== TASK TO CARRY OUT ==
From the records below, please repeat exactly the line that has "static void rgb(cairo_t", the line that has "double e = blur * i / 6;", and every line between them, and nothing else.

━━━━━ DATA RECORDS ━━━━━

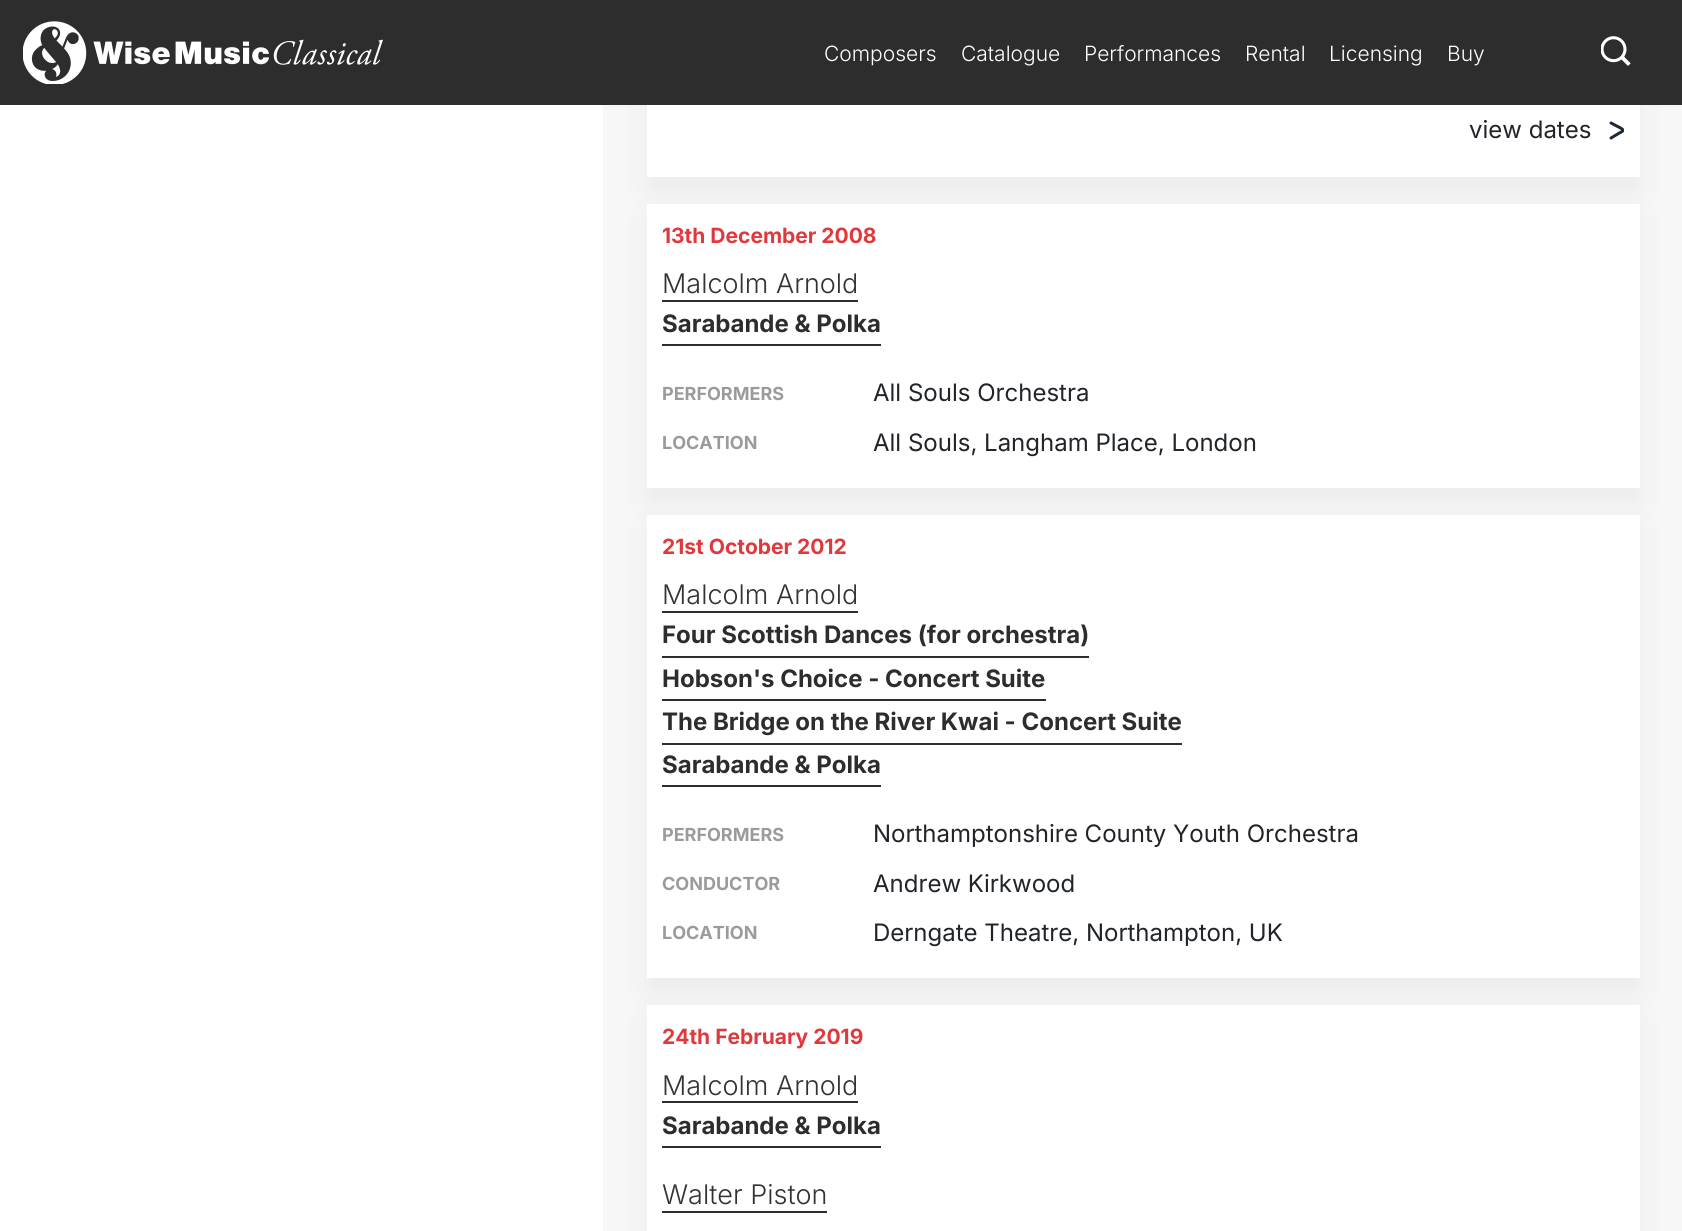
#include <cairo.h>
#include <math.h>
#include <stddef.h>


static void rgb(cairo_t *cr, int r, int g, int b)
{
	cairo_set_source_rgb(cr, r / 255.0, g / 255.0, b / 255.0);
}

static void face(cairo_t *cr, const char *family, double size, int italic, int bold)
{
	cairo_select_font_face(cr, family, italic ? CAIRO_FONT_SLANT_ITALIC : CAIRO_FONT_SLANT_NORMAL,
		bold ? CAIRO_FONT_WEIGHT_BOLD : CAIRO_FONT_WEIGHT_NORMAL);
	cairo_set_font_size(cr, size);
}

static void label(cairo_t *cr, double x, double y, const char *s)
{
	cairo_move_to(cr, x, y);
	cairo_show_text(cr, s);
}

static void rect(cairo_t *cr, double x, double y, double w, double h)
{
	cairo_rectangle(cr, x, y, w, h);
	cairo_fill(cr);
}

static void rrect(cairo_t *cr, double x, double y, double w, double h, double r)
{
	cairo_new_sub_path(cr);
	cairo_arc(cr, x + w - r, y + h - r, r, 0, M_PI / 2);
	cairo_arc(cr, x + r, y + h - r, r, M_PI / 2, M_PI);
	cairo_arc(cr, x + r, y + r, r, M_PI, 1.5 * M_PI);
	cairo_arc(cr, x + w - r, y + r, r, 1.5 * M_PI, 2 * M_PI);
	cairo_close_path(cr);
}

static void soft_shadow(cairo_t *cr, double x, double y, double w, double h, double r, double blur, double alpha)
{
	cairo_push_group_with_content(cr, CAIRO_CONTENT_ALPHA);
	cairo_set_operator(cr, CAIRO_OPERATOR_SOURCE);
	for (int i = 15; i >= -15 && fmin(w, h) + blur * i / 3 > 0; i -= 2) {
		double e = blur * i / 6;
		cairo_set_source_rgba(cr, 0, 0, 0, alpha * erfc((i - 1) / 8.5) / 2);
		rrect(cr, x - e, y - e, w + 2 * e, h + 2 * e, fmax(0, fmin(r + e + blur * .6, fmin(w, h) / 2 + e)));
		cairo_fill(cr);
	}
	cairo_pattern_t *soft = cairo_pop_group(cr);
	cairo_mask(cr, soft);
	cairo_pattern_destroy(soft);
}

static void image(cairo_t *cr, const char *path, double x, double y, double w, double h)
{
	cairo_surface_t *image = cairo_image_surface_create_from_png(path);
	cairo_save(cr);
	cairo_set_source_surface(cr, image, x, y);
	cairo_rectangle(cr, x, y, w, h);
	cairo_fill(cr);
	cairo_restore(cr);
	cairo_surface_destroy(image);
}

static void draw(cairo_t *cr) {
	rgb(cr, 255, 255, 255);
	cairo_paint(cr);
	rgb(cr, 247, 247, 247);
	rect(cr, 603, 105, 1079, 1126);
	rgb(cr, 0, 0, 0);
	soft_shadow(cr, 647, -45, 993, 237, 0, 15, 0.05);
	rgb(cr, 45, 45, 45);
	rect(cr, 0, 0, 1682, 105);
	image(cr, "image0.png", 23, 21, 360, 63);
	face(cr, "Inter Light", 21, 0, 0);
	rgb(cr, 255, 255, 255);
	label(cr, 824, 61, "Composers");
	label(cr, 961, 61, "Catalogue");
	label(cr, 1084, 61, "Performances");
	label(cr, 1245, 61, "Rental");
	label(cr, 1329, 61, "Licensing");
	label(cr, 1447, 61, "Buy");
	image(cr, "image1.png", 1601, 36, 30, 30);
	rect(cr, 647, 105, 993, 72);
	face(cr, "Inter", 24, 0, 0);
	rgb(cr, 33, 37, 41);
	label(cr, 1469, 138, "view dates");
	cairo_save(cr);
	cairo_new_path(cr);
	cairo_move_to(cr, 1609, 139.5);
	cairo_line_to(cr, 1609, 121.5);
	cairo_line_to(cr, 1624, 121.5);
	cairo_line_to(cr, 1624, 139.5);
	cairo_close_path(cr);
	cairo_clip(cr);
	cairo_new_path(cr);
	cairo_move_to(cr, 1611, 138);
	cairo_line_to(cr, 1618.5, 133.5);
	cairo_curve_to(cr, 1623, 131, 1625, 130.5, 1620.5, 128);
	cairo_line_to(cr, 1611, 123);
	rgb(cr, 30, 40, 55);
	cairo_set_line_width(cr, 3);
	cairo_set_line_cap(cr, CAIRO_LINE_CAP_ROUND);
	cairo_stroke(cr);
	cairo_restore(cr);
	rgb(cr, 0, 0, 0);
	soft_shadow(cr, 647, 219, 993, 284, 0, 15, 0.05);
	rgb(cr, 255, 255, 255);
	rect(cr, 647, 204, 993, 284);
	face(cr, "Inter", 21, 0, 1);
	rgb(cr, 224, 57, 61);
	label(cr, 662, 243, "13th December 2008");
	face(cr, "Inter Light", 27, 0, 0);
	rgb(cr, 51, 51, 51);
	label(cr, 662, 293, "Malcolm Arnold");
	rgb(cr, 45, 45, 45);
	rect(cr, 662, 300, 196, 2);
	rect(cr, 662, 344, 219, 2);
	face(cr, "Inter", 24, 0, 1);
	label(cr, 662, 332, "Sarabande & Polka");
	face(cr, "Inter", 18, 0, 1);
	rgb(cr, 155, 155, 155);
	label(cr, 662, 400, "PERFORMERS");
	face(cr, "Inter", 24, 0, 0);
	rgb(cr, 33, 37, 41);
	label(cr, 873, 401, "All Souls Orchestra");
	face(cr, "Inter", 18, 0, 1);
	rgb(cr, 155, 155, 155);
	label(cr, 662, 449, "LOCATION");
	face(cr, "Inter", 24, 0, 0);
	rgb(cr, 33, 37, 41);
	label(cr, 873, 451, "All Souls, Langham Place, London");
	rgb(cr, 0, 0, 0);
	soft_shadow(cr, 647, 530, 993, 463, 0, 15, 0.05);
	rgb(cr, 255, 255, 255);
	rect(cr, 647, 515, 993, 463);
	face(cr, "Inter", 21, 0, 1);
	rgb(cr, 224, 57, 61);
	label(cr, 662, 554, "21st October 2012");
	face(cr, "Inter Light", 27, 0, 0);
	rgb(cr, 51, 51, 51);
	label(cr, 662, 604, "Malcolm Arnold");
	rgb(cr, 45, 45, 45);
	rect(cr, 662, 611, 196, 2);
	rect(cr, 662, 656, 427, 2);
	face(cr, "Inter", 24, 0, 1);
	label(cr, 662, 643, "Four Scottish Dances (for orchestra)");
	rect(cr, 662, 699, 384, 2);
	label(cr, 662, 687, "Hobson's Choice - Concert Suite");
	rect(cr, 662, 743, 520, 2);
	label(cr, 662, 730, "The Bridge on the River Kwai - Concert Suite");
	rect(cr, 662, 785, 219, 2);
	label(cr, 662, 773, "Sarabande & Polka");
	face(cr, "Inter", 18, 0, 1);
	rgb(cr, 155, 155, 155);
	label(cr, 662, 841, "PERFORMERS");
	face(cr, "Inter", 24, 0, 0);
	rgb(cr, 33, 37, 41);
	label(cr, 873, 842, "Northamptonshire County Youth Orchestra");
	face(cr, "Inter", 18, 0, 1);
	rgb(cr, 155, 155, 155);
	label(cr, 662, 890, "CONDUCTOR");
	face(cr, "Inter", 24, 0, 0);
	rgb(cr, 33, 37, 41);
	label(cr, 873, 892, "Andrew Kirkwood");
	face(cr, "Inter", 18, 0, 1);
	rgb(cr, 155, 155, 155);
	label(cr, 662, 939, "LOCATION");
	face(cr, "Inter", 24, 0, 0);
	rgb(cr, 33, 37, 41);
	label(cr, 873, 941, "Derngate Theatre, Northampton, UK");
	rgb(cr, 0, 0, 0);
	soft_shadow(cr, 647, 1020, 993, 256, 0, 15, 0.05);
	rgb(cr, 255, 255, 255);
	rect(cr, 647, 1005, 993, 226);
	face(cr, "Inter", 21, 0, 1);
	rgb(cr, 224, 57, 61);
	label(cr, 662, 1044, "24th February 2019");
	face(cr, "Inter Light", 27, 0, 0);
	rgb(cr, 51, 51, 51);
	label(cr, 662, 1095, "Malcolm Arnold");
	rgb(cr, 45, 45, 45);
	rect(cr, 662, 1101, 196, 2);
	rect(cr, 662, 1146, 219, 2);
	face(cr, "Inter", 24, 0, 1);
	label(cr, 662, 1134, "Sarabande & Polka");
	face(cr, "Inter Light", 27, 0, 0);
	rgb(cr, 51, 51, 51);
	label(cr, 662, 1204, "Walter Piston");
	rgb(cr, 45, 45, 45);
	rect(cr, 662, 1211, 165, 2);
}

int main(void) {
	cairo_surface_t *surface = cairo_image_surface_create(CAIRO_FORMAT_RGB24, 1682, 1231);
	cairo_t *cr = cairo_create(surface);
	cairo_font_options_t *options = cairo_font_options_create();
	cairo_font_options_set_hint_metrics(options, CAIRO_HINT_METRICS_OFF);
	cairo_font_options_set_hint_style(options, CAIRO_HINT_STYLE_NONE);
	cairo_set_font_options(cr, options);
	cairo_set_miter_limit(cr, 4);
	draw(cr);
	cairo_surface_write_to_png(surface, "render.png");
	cairo_font_options_destroy(options);
	cairo_destroy(cr);
	cairo_surface_destroy(surface);
	return 0;
}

━━━━━

== ANSWER FOR THE TASK ==
static void rgb(cairo_t *cr, int r, int g, int b)
{
	cairo_set_source_rgb(cr, r / 255.0, g / 255.0, b / 255.0);
}

static void face(cairo_t *cr, const char *family, double size, int italic, int bold)
{
	cairo_select_font_face(cr, family, italic ? CAIRO_FONT_SLANT_ITALIC : CAIRO_FONT_SLANT_NORMAL,
		bold ? CAIRO_FONT_WEIGHT_BOLD : CAIRO_FONT_WEIGHT_NORMAL);
	cairo_set_font_size(cr, size);
}

static void label(cairo_t *cr, double x, double y, const char *s)
{
	cairo_move_to(cr, x, y);
	cairo_show_text(cr, s);
}

static void rect(cairo_t *cr, double x, double y, double w, double h)
{
	cairo_rectangle(cr, x, y, w, h);
	cairo_fill(cr);
}

static void rrect(cairo_t *cr, double x, double y, double w, double h, double r)
{
	cairo_new_sub_path(cr);
	cairo_arc(cr, x + w - r, y + h - r, r, 0, M_PI / 2);
	cairo_arc(cr, x + r, y + h - r, r, M_PI / 2, M_PI);
	cairo_arc(cr, x + r, y + r, r, M_PI, 1.5 * M_PI);
	cairo_arc(cr, x + w - r, y + r, r, 1.5 * M_PI, 2 * M_PI);
	cairo_close_path(cr);
}

static void soft_shadow(cairo_t *cr, double x, double y, double w, double h, double r, double blur, double alpha)
{
	cairo_push_group_with_content(cr, CAIRO_CONTENT_ALPHA);
	cairo_set_operator(cr, CAIRO_OPERATOR_SOURCE);
	for (int i = 15; i >= -15 && fmin(w, h) + blur * i / 3 > 0; i -= 2) {
		double e = blur * i / 6;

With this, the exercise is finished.